I wanted to draw out a recent post regarding attacks launched by the Today Show against Brooke Smith, a stay-at-home Australian mother.
This post ended with the following:
As women become financially self-contained and further to this, ape masculine attributes–assertiveness, abrasiveness, boldness–their appeal dissipates in the eyes of men.
This is because distinction, rather than likeness, is what fundamentally draws men to women. The same holds true in what attracts women to men.
For conservatives, the above poses an obvious issue: decreasing attraction between the sexes makes marriage and a healthy family life necessarily more difficult.
A large part of this gender divide, it would seem, emanates from the abrasive and obnoxious behaviour of certain professional women who carry an inflated sense of self-worth. These women often boast of ‘independence’, while remaining oblivious to the travails of men in sustaining their materialistic lives. Such women view their professional standing and sexual appeal as sufficient attainments in themselves, caring little for manners or traditional etiquette. In the recent Today Show segment this attitude reared its ugly head, with one female co-host admonishing men to “make your own bloody breakfast and coffee.”
While not all professional women are obnoxious, most obnoxious women are professionals–you get the picture.
These traits are unfortunate; however, there exists a straightforward solution to them. Which is, for men to collectively make clear this behaviour is unacceptable, by denying such women access to all romantic affection or attention.

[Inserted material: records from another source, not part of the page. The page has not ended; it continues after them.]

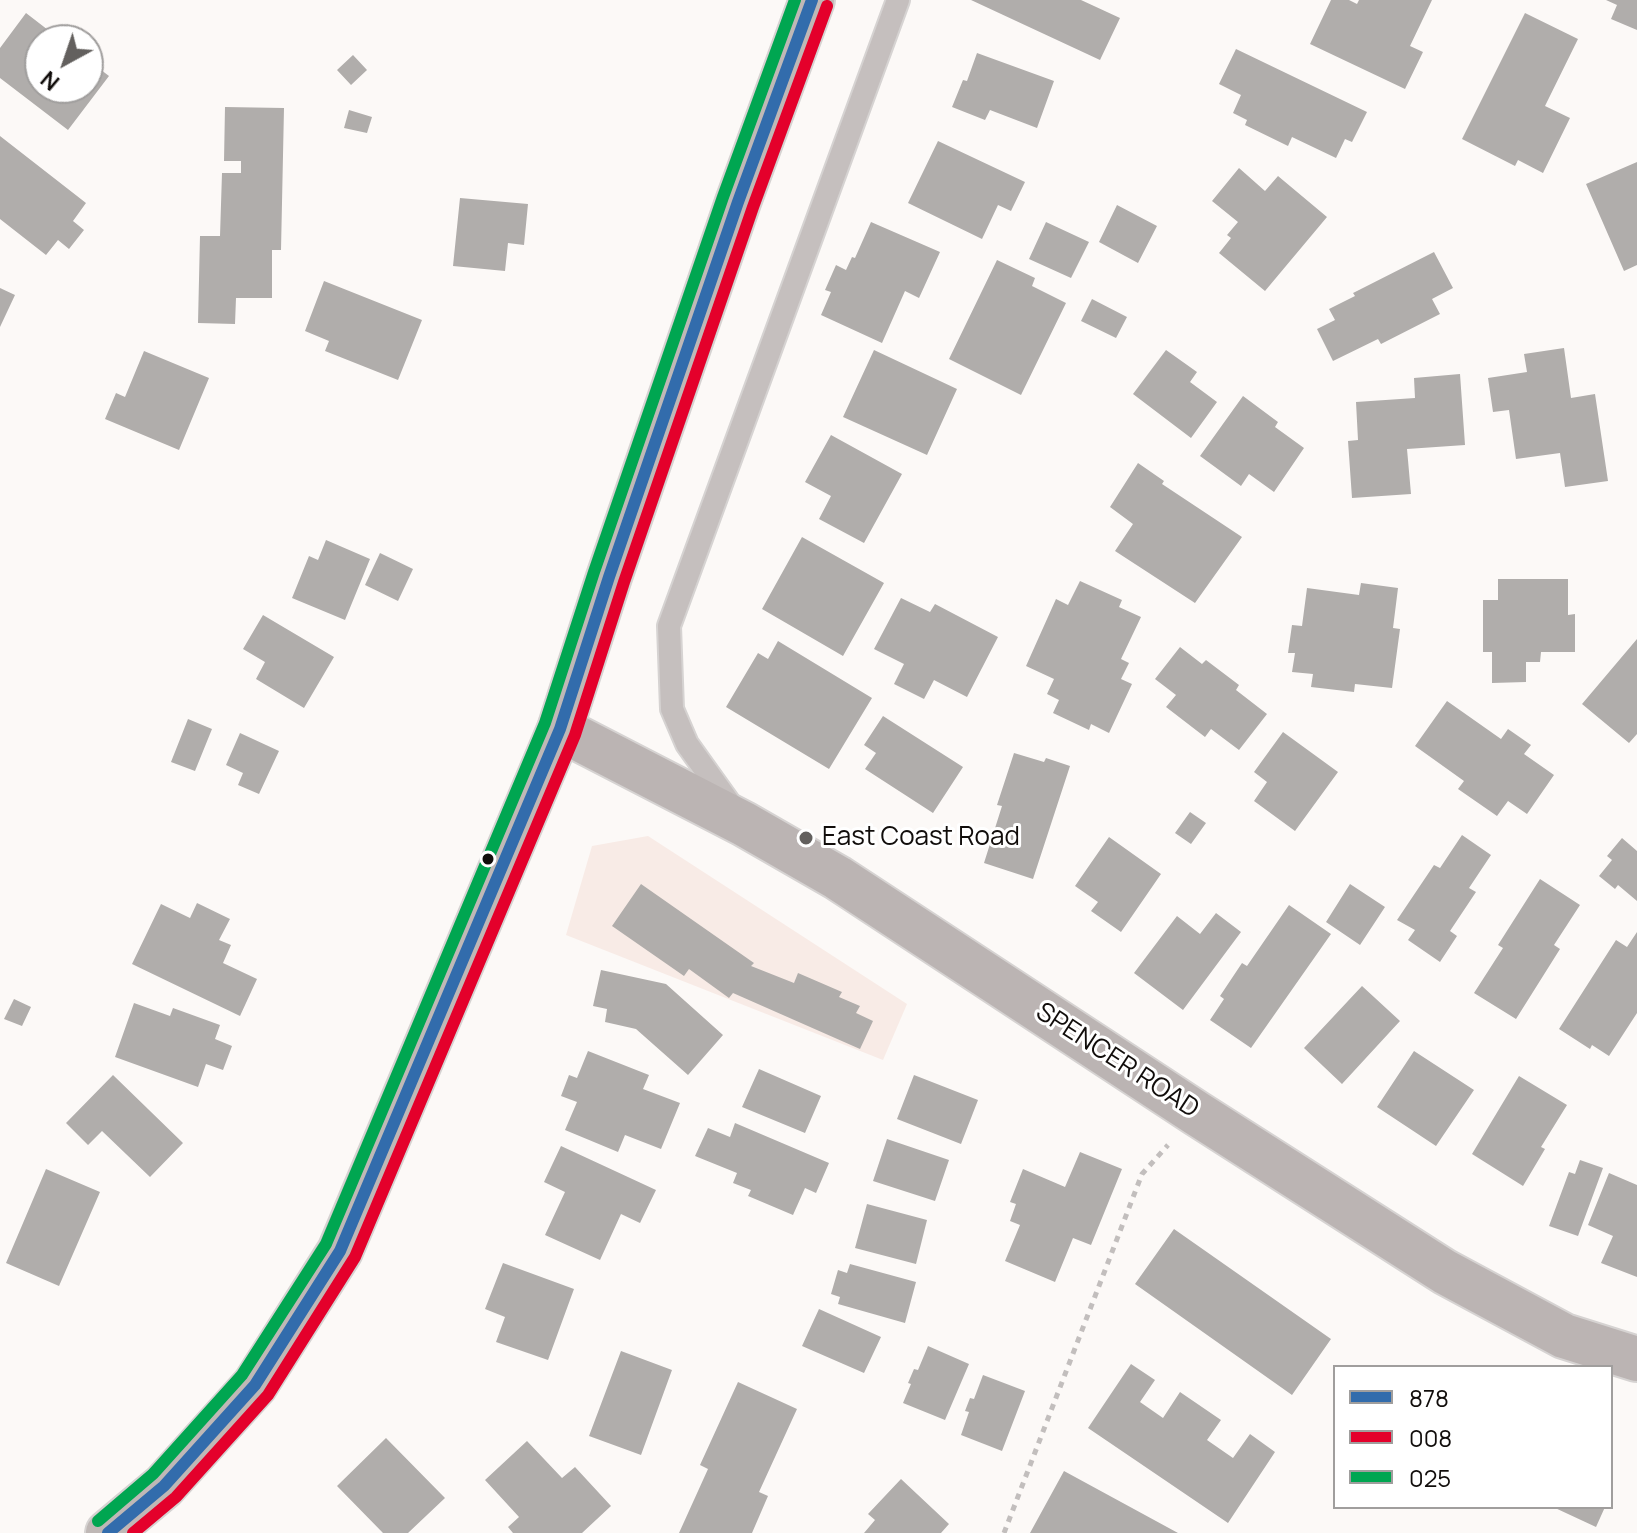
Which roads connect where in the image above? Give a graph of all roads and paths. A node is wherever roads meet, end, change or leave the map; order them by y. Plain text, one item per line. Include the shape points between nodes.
1 (812, 0) edge
2 (898, 0) edge
3 (560, 729) junction
4 (744, 824) junction
5 (1196, 1113) junction
6 (1637, 1359) edge
7 (108, 1533) edge
8 (1004, 1533) edge

1 - 3 main road
2 - 4 lane via 669,626 672,709 687,744
3 - 4 street, SPENCER ROAD
3 - 7 main road via 340,1251 255,1385 164,1486
4 - 5 street, SPENCER ROAD via 838,878
5 - 6 street, SPENCER ROAD via 1445,1272 1564,1336
5 - 8 path via 1142,1174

By virtue of the female nature, this response would be exceedingly effective. Women, to a larger extent than men, place emphasis on their standing with the opposite sex. As described in a 2014 article on the Return of Kings,
It is interesting to note how young teenage girls seem to have a single track mind during the formative years of adolescence. Ask any parent of a gossiping teenage girl and they will tell you the single subject matter is boys. That is not to say that boys are not fascinated with their female counterparts (trust me, we were), but their interests seem to expand beyond just the opposite sex. For that matter, the primary subject matter for entertainment geared towards adult women tends to be almost exclusively the subject of men. Whether it is the predictable rom com, or the latest edition of Cosmo, the topic is men; falling in love with men, how to attract men, how to please your man, etc. etc. etc…
If men in large numbers denied uppity professional women affection and attention, this would be paradigm shifting by hitting where it hurts most.

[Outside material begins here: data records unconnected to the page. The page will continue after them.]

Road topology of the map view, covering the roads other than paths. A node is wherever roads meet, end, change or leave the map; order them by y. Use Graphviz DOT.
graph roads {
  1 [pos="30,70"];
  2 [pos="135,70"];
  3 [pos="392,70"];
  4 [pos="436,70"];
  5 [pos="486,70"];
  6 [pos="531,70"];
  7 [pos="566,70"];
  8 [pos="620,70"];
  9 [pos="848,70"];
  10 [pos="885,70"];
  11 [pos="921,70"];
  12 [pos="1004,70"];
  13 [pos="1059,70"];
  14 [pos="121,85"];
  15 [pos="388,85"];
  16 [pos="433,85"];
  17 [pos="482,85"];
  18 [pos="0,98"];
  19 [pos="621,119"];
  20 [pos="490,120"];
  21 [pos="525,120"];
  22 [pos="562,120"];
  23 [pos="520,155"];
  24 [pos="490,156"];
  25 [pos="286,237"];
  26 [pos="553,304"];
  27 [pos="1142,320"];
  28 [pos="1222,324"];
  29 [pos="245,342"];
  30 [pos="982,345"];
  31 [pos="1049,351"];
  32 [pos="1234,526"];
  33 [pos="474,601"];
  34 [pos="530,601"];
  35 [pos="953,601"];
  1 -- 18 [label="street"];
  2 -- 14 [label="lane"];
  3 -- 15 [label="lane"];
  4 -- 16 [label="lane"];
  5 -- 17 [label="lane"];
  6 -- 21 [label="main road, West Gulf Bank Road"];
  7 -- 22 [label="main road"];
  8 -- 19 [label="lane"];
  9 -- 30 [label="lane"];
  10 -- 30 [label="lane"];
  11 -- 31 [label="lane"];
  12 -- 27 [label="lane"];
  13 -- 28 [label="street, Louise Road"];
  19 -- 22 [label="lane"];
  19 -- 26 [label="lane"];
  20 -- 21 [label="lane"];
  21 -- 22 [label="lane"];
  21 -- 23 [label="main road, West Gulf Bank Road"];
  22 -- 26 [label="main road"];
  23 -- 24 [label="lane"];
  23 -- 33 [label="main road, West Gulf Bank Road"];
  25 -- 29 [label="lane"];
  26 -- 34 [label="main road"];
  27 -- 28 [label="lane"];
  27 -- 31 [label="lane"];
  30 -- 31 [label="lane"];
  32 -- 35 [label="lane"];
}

Devastated by a sudden collapse in male affection and attention, moreover, afflicted women would have neither physical nor psychological recourse available to them.
They would have no physical recourse, because men are stronger than women and cannot be coerced into giving affection or attention where none organically exists.
They would have no psychological recourse, because women are far more agreeable and swayed by social pressures than men. Women would cede to this pressure applied by men, just as they cede to any other preponderant source of social conditioning: be it progressive ideology in modern times, or national socialism in the Third Reich.
Lacking either physical or psychological recourse to this stinging rebuke, affected women would have no choice but to alter their behaviour according to what is requested by men. Ideally this would entail a greater emphasis on modesty, kindness, supportiveness and other related feminine traits.
If this shift was able to occur, gender relations would flourish, arranging men and women more closely in line with their respective complimentary capacities.
In the current context, obviously, it might seem far-fetched that enough men would abstain from sating sexual desires to effectuate this counter-revolution in gender relations.
So, while the aforementioned solution to obnoxious women is felicitous, whether it can be achieved comes down to male willpower–nothing more, nothing less.